9 things I wish I’d known before my first triathlon

Advice for tri beginners

Triathletes make mistakes and hopefully learn from them. Learn some lessons from a pro triathlete, Will Clarke, based on his own experience, as he shares the 9 things he wished he'd known before his first triathlon.  

 

 

Will Clarke

Written by Will Clarke

Will is a British triathlete. He's a former U23 World and European Champion, competed at Beijing 2008 and has twice been British national champion.  He now competes on the World Ironman 70:3 circuit. 

1) Not to expect a linear improvement

However your career may start, you’re never going to have that linear improvement all the way to the top. Even the youngest luckiest, most talented champions go through trials and tribulations along the way. The first part of my career was very, very smooth and I was pretty good quite young, however as I have gotten older this is the period where things start to get more difficult and I’m battling to keep on improving.

2) Having a baby is a game changer

As soon as that little fella came into my world, life completely changed. Instead of being selfish I now have to be selfless. I’m probably stronger than ever in sport but I have to keep a very regimented routine and run a very tight and organised ship if I’m able to perform to the best of my ability again.
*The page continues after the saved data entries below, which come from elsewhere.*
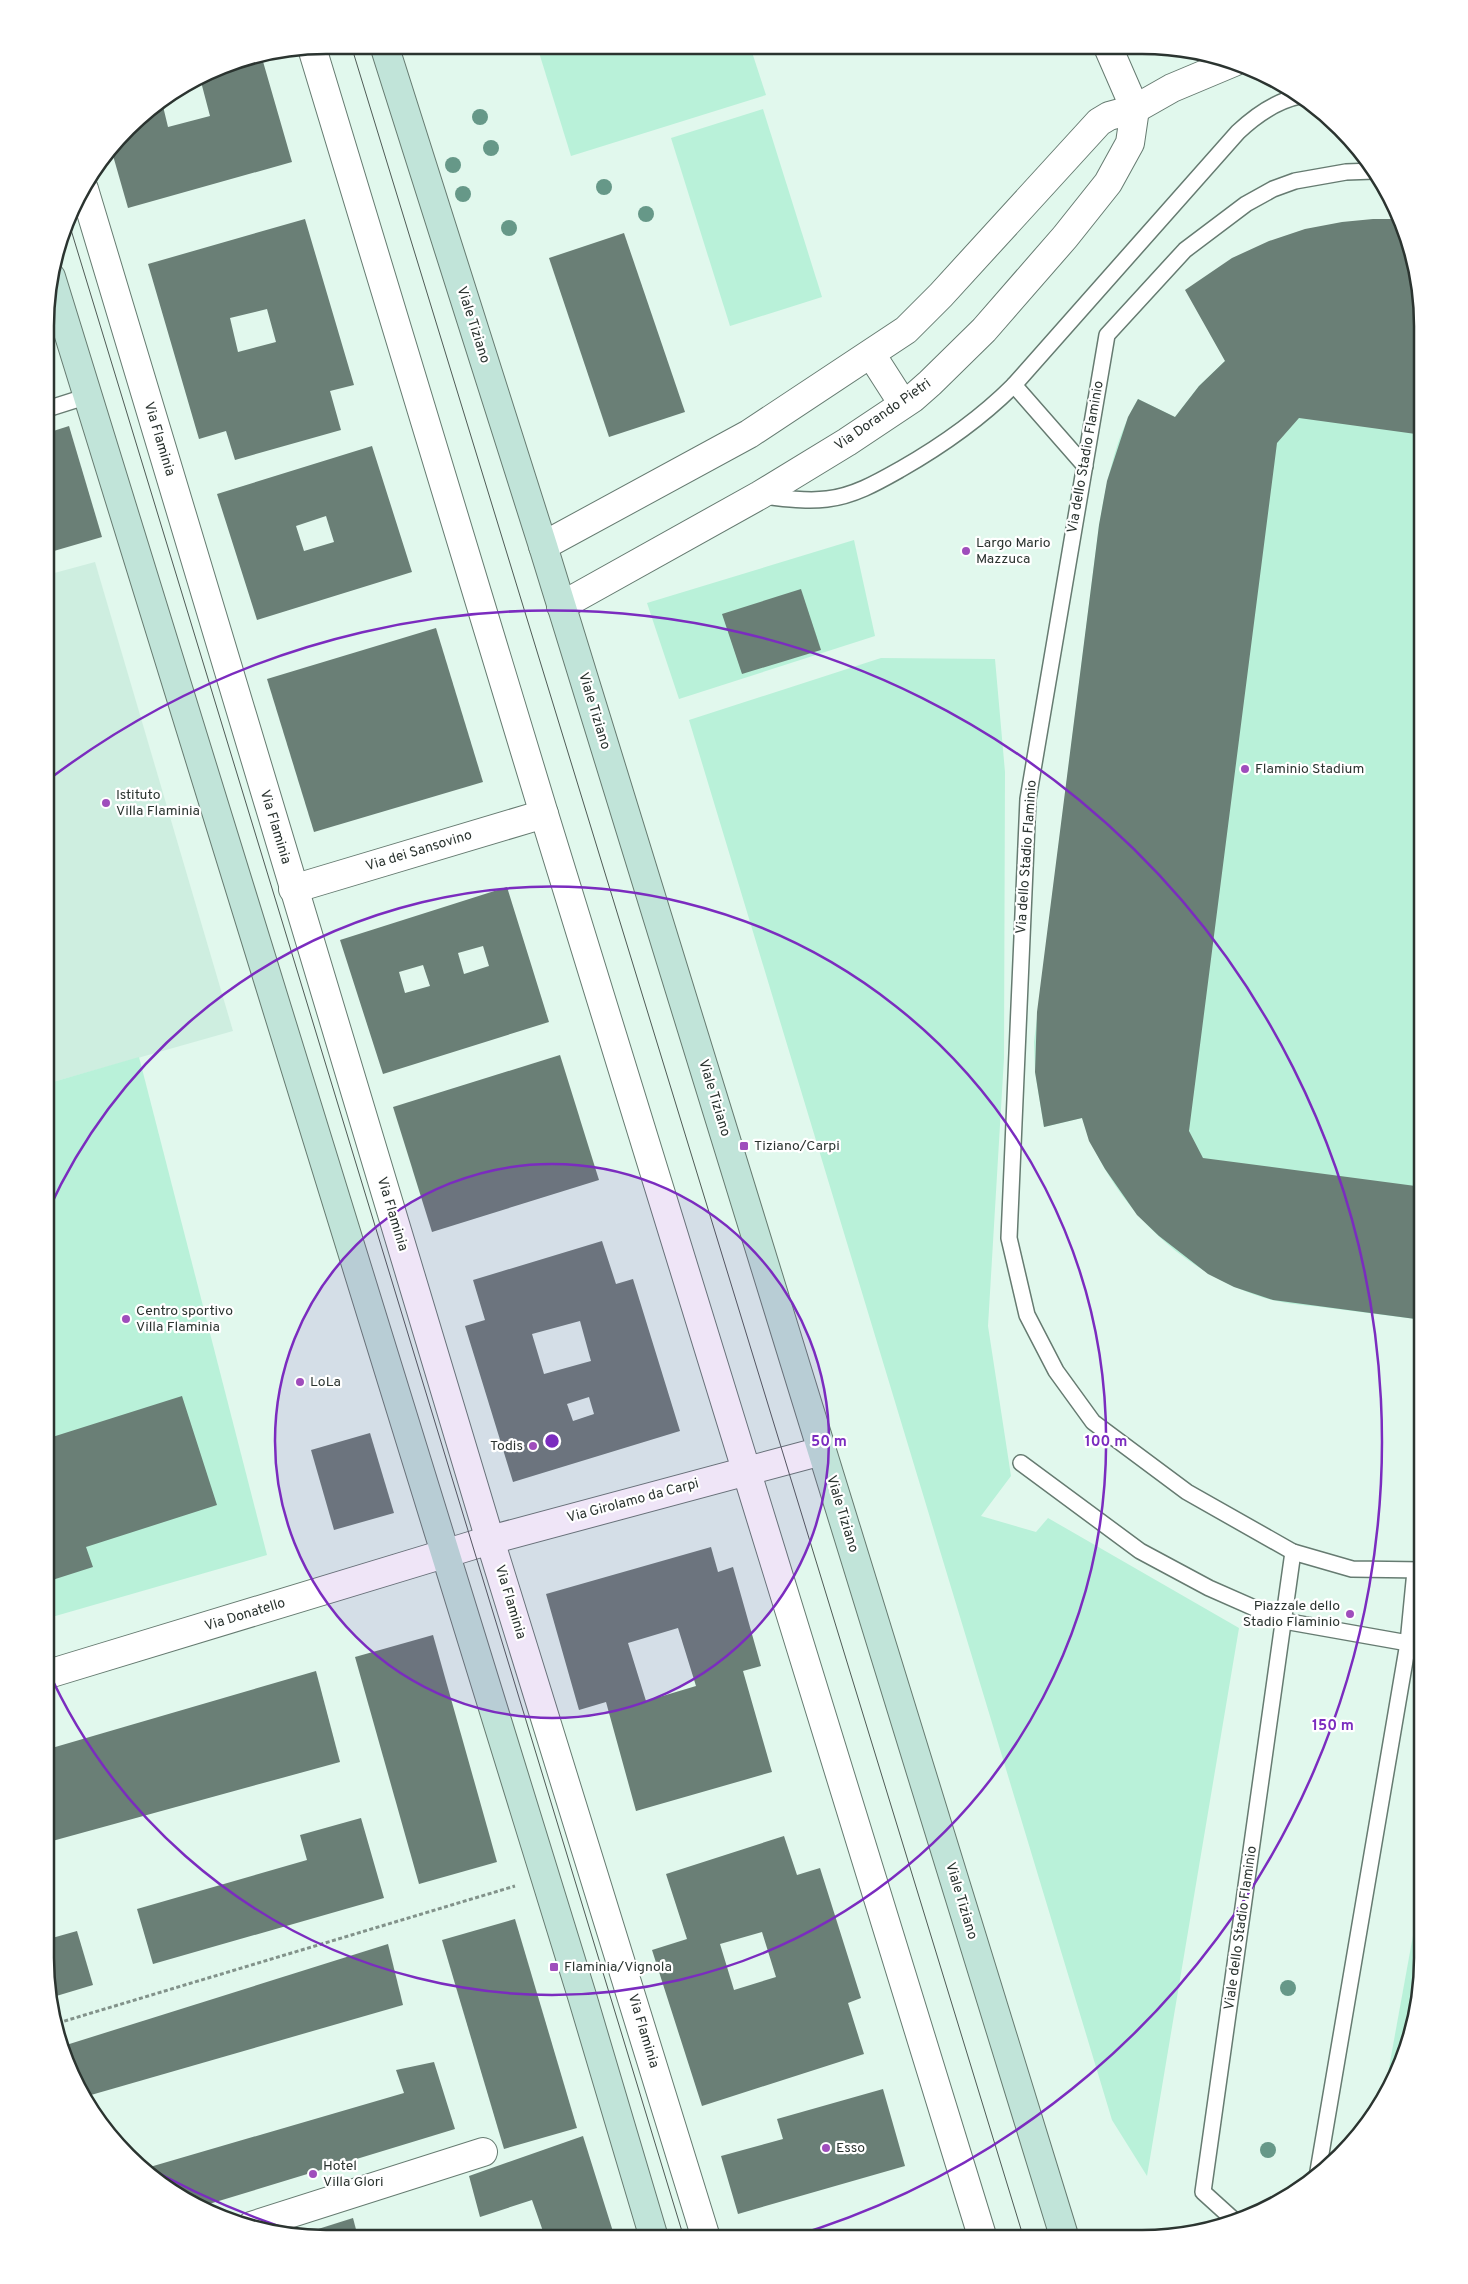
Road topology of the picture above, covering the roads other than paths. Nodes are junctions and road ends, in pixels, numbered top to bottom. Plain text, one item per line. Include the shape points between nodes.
1 (314, 54) edge
2 (387, 54) edge
3 (1111, 54) edge
4 (1224, 66) edge
5 (1292, 99) edge
6 (1135, 110) junction
7 (1366, 172) edge
8 (86, 197) edge
9 (56, 292) edge
10 (871, 354) junction
11 (1014, 385) junction
12 (88, 396) junction
13 (903, 404) junction
14 (54, 407) edge
15 (1085, 466) junction
16 (760, 495) junction
17 (544, 546) junction
18 (561, 606) junction
19 (544, 814) junction
20 (293, 889) junction
21 (822, 1451) junction
22 (1020, 1464) dead end
23 (747, 1471) junction
24 (490, 1540) junction
25 (1293, 1552) junction
26 (444, 1554) junction
27 (1414, 1571) edge
28 (1284, 1621) junction
29 (1414, 1643) edge
30 (1414, 1648) edge
31 (54, 1672) edge
32 (483, 2152) dead end
33 (1319, 2165) edge
34 (1230, 2216) edge
35 (262, 2223) edge
36 (652, 2230) edge
37 (704, 2230) edge
38 (981, 2230) edge
39 (1062, 2230) edge

1 - 19 street
2 - 17 street, Viale Tiziano
3 - 6 street
4 - 6 street via 1172,88
5 - 11 lane via 1270,107 1238,132
6 - 10 street via 1109,116 1099,122 921,316
6 - 13 street, Via Dorando Pietri via 1126,154 1084,215 984,330 947,368
7 - 15 lane, Via dello Stadio Flaminio via 1324,176 1273,190 1233,212 1185,250 1107,335
8 - 20 street, Via Flaminia
9 - 12 street
10 - 13 street
10 - 17 street via 749,434
11 - 15 lane
11 - 16 lane via 952,438 874,484 827,499 794,500
12 - 14 lane
12 - 26 street
13 - 16 street, Via Dorando Pietri
15 - 25 lane, Via dello Stadio Flaminio via 1028,799 1010,1238 1027,1314 1056,1371 1093,1422 1187,1492
16 - 18 street, Via Dorando Pietri
17 - 18 street, Viale Tiziano
18 - 21 street, Viale Tiziano
19 - 20 street, Via dei Sansovino
19 - 23 street
20 - 24 street, Via Flaminia
21 - 23 street, Via Girolamo da Carpi
21 - 39 street, Viale Tiziano
22 - 28 lane via 1140,1551 1209,1588
23 - 24 street, Via Girolamo da Carpi
23 - 38 street
24 - 26 street, Via Girolamo da Carpi
24 - 37 street, Via Flaminia
25 - 27 lane via 1352,1569
25 - 28 lane
26 - 31 street, Via Donatello
26 - 36 street
28 - 29 lane
28 - 34 lane, Viale dello Stadio Flaminio via 1203,2192
30 - 33 lane
32 - 35 street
3) Trust your instincts and learn from your experiences

As your career goes on you will learn a whole lot along the way through various mistakes and trial and errors. It’s all useless unless you learn from your experiences and implement that into your career. Make sure that you go with your instincts and not listen to too much of the noise around you. Of course you should listen to the experts and people that you trust but you’re the one that knows best. If you keep on doing the same thing you’ll never improve...
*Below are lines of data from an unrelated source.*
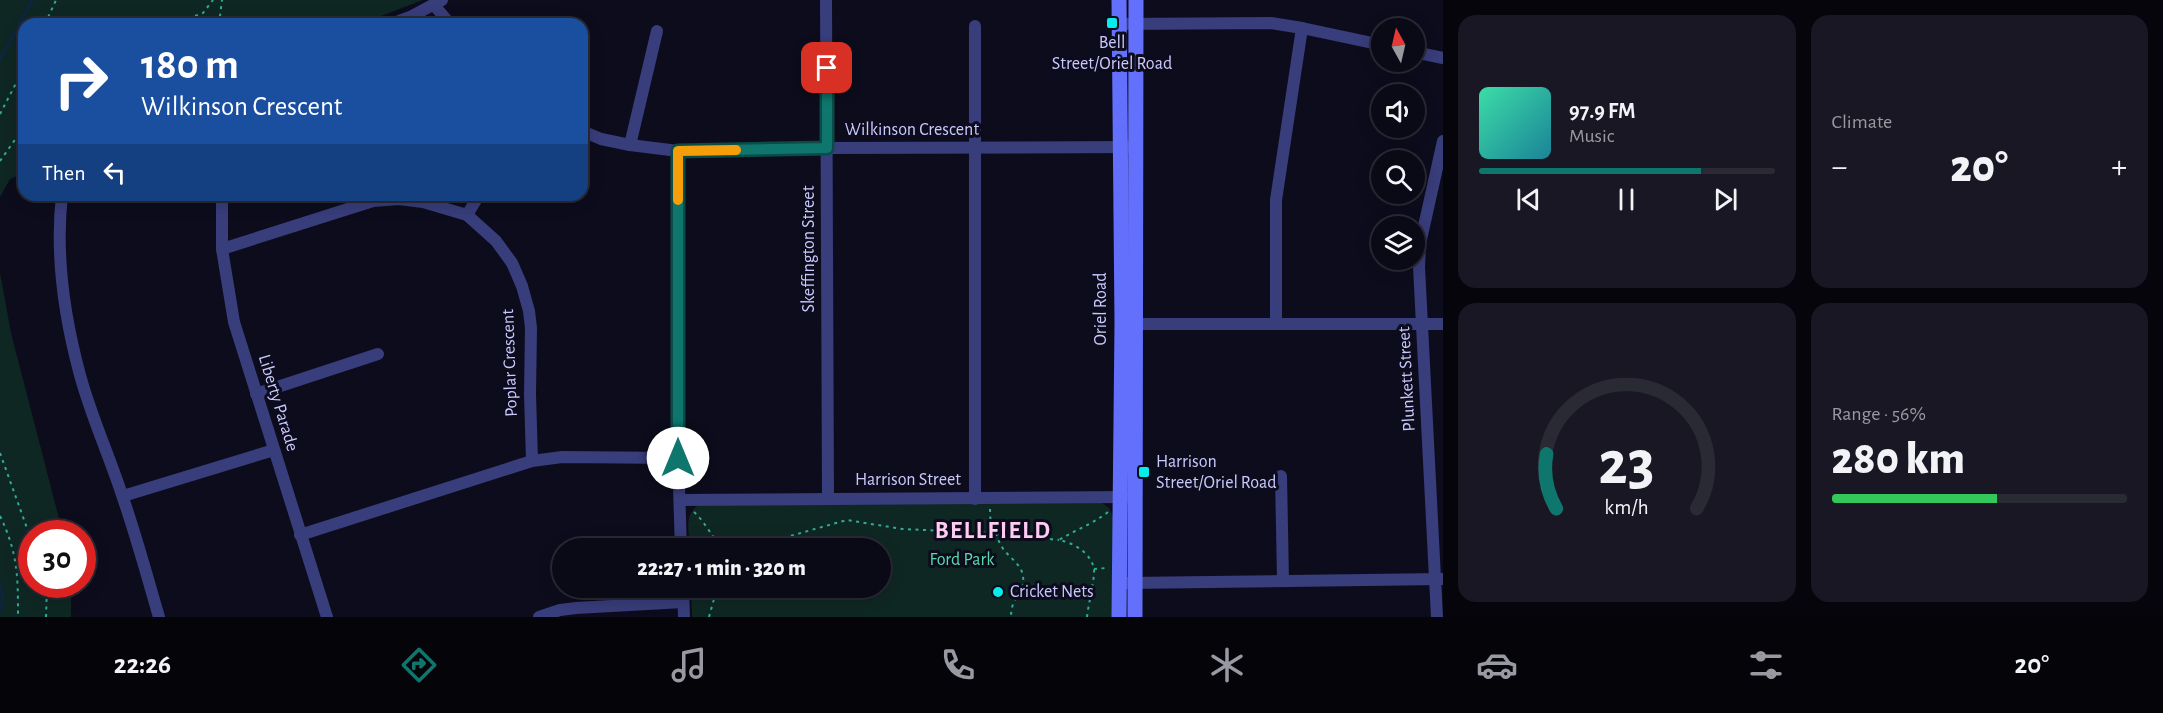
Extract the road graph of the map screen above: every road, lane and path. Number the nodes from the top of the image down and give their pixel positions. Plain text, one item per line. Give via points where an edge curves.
1 (56, 0) edge
2 (213, 0) edge
3 (222, 0) edge
4 (826, 0) edge
5 (1119, 0) edge
6 (1136, 0) edge
7 (438, 3) edge
8 (48, 18) edge
9 (190, 18) edge
10 (220, 18) edge
11 (404, 18) edge
12 (447, 18) edge
13 (1119, 24) junction
14 (1136, 24) junction
15 (975, 26) dead end
16 (1302, 28) junction
17 (657, 32) dead end
18 (1371, 43) edge
19 (1425, 54) edge
20 (1443, 58) edge
21 (18, 80) edge
22 (0, 114) edge
23 (588, 134) edge
24 (18, 136) edge
25 (1443, 141) edge
26 (630, 145) junction
27 (975, 147) junction
28 (1137, 147) junction
29 (827, 148) junction
30 (1119, 148) junction
31 (678, 151) junction
32 (0, 161) edge
33 (61, 201) edge
34 (222, 201) edge
35 (373, 201) edge
36 (417, 201) edge
37 (475, 201) edge
38 (467, 215) junction
39 (222, 249) junction
40 (1276, 323) junction
41 (1128, 324) junction
42 (1422, 324) junction
43 (1443, 324) edge
44 (378, 354) dead end
45 (256, 394) junction
46 (274, 450) junction
47 (0, 453) edge
48 (678, 458) junction
49 (532, 461) junction
50 (1281, 476) dead end
51 (123, 496) junction
52 (1136, 497) junction
53 (828, 498) junction
54 (975, 499) junction
55 (685, 500) junction
56 (1115, 503) junction
57 (0, 516) edge
58 (24, 520) edge
59 (996, 533) junction
60 (300, 535) junction
61 (682, 538) edge
62 (714, 538) edge
63 (783, 538) edge
64 (1059, 540) junction
65 (1439, 579) edge
66 (1283, 580) junction
67 (1119, 583) junction
68 (1135, 583) junction
69 (47, 598) edge
70 (683, 598) edge
71 (714, 598) edge
72 (683, 602) junction
73 (18, 617) edge
74 (46, 617) edge
75 (159, 617) edge
76 (327, 617) edge
77 (539, 617) edge
78 (684, 617) edge
79 (709, 617) edge
80 (1011, 617) edge
81 (1087, 617) edge
82 (1119, 617) edge
83 (1135, 617) edge
84 (1437, 617) edge

1 - 8 path
2 - 9 path via 203,13
3 - 10 path
4 - 29 street, Skeffington Street
5 - 13 main road, Oriel Road
6 - 14 main road, Oriel Road
7 - 11 street
7 - 12 street
13 - 14 street
13 - 30 main road, Oriel Road
14 - 16 street via 1271,23
14 - 28 main road, Oriel Road
15 - 27 street
16 - 18 street
16 - 40 street via 1276,200
17 - 26 street
19 - 20 street
21 - 22 path
23 - 26 street, Wilkinson Crescent
24 - 32 path
25 - 42 street, Plunkett Street via 1420,244
26 - 31 street, Wilkinson Crescent
27 - 29 street, Wilkinson Crescent
27 - 30 street, Wilkinson Crescent
27 - 54 street
28 - 30 street, Wilkinson Crescent
28 - 41 main road, Oriel Road
29 - 31 street, Wilkinson Crescent
29 - 53 street, Skeffington Street
30 - 41 main road, Oriel Road
31 - 48 street
33 - 51 street via 60,270 65,308 80,377
34 - 39 street, Liberty Parade
35 - 39 street, Poplar Crescent
36 - 38 street, Poplar Crescent
37 - 38 street
38 - 49 street, Poplar Crescent via 505,252 525,294 531,328
39 - 45 street, Liberty Parade via 234,322
40 - 41 street
40 - 42 street
41 - 52 main road, Oriel Road
41 - 56 main road, Oriel Road
42 - 43 street
42 - 65 street, Plunkett Street
44 - 45 street
45 - 46 street, Liberty Parade
46 - 51 street
46 - 60 street, Liberty Parade
47 - 58 path
48 - 49 street
48 - 55 street
49 - 60 street
50 - 66 street
51 - 75 street
52 - 56 street, Harrison Street
52 - 68 main road, Oriel Road
53 - 54 street, Harrison Street
53 - 55 street, Harrison Street
54 - 56 street, Harrison Street
55 - 61 street
55 - 62 path
56 - 64 path via 1099,519
56 - 67 main road, Oriel Road
57 - 73 path via 18,571
59 - 63 path via 902,529 847,520
59 - 64 path
59 - 80 path via 1022,573 1023,584 1011,605
60 - 76 street, Liberty Parade
64 - 81 path via 1086,553 1094,569
65 - 66 street
65 - 84 street, Plunkett Street
66 - 68 street
67 - 68 street
67 - 82 main road, Oriel Road
68 - 83 main road, Oriel Road
69 - 74 path
70 - 72 street
71 - 79 path
72 - 77 street via 576,608
72 - 78 street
4) Learning to back yourself in races - don’t look over your shoulder

Confidence is key in triathlon, as soon as you let down your guard and you stop believing in yourself the race is lost. This is racing, everyone is hurting just as much as the next athlete otherwise they’d have dropped you already. So go for it, keep confidence and never look back at what’s coming from behind!

5) I wish I’d have focused more on my technique

Technique is one of those aspects that’s very hard to change once you get a bit older, but in a sport like triathlon it’s crucial to operate with efficient technique otherwise you’re giving too much away. It’s worth spending time on it; short and long term you’re likely to improve faster by becoming more efficient then you are carrying on with the same old training programme.

6) Look after your body

For young athletes or athletes just starting out your body is likely to feel kind of indestructible, like it can withstand anything. However as time goes on the body won’t be the same as it once was and niggles start to creep into the frame. Look after your body as you go along. Stretching daily can be a real ‘get out of jail free’ card, and core and glute work and lower leg conditioning will keep you out of trouble for a long time.

7) How sport will affect other people around you

You are the one out training every day and racing your heart out, but it’s not just you on your sporting journey. What you do each day will effect other people around you even if you don’t realise it that much. Be sure to involve them in a positive way and and keep them on board but also give back to them to thank them for their time.

8) Listen to your coach and think of the big picture

As an athlete in the moment you’ll often only be able to think day to day when analysing your training and often think emotionally making bad decisions, going against the plan. Whereas a coach with a plan will be able to see the whole picture of what you’re doing and what’s coming up. Now I’m coaching a bunch of athletes I understand that now. It’s not the end of the world if you have a bad session or indeed you miss training all together. If you’re not coached, think about the training block as a whole and remember the consequences of each session that you do.

9) Enjoy and realise why you’re doing this

When you do the sport for a long time and it becomes that engrained in your life you can really get stuck in a rut. Essentially you started the sport because you enjoy it and want to do it. If you’re no longer enjoying it then maybe you’ve lost some of those values that you started with so try to work out ways to find the love again. Since I started Ironman I began doing more and more on my own, I wasn’t being pushed so much by my training partners so much and in the end I wasn’t performing that well because of it. This year I’ll go back to finding friends to share the journey with again and at the same time push each other on to a new level.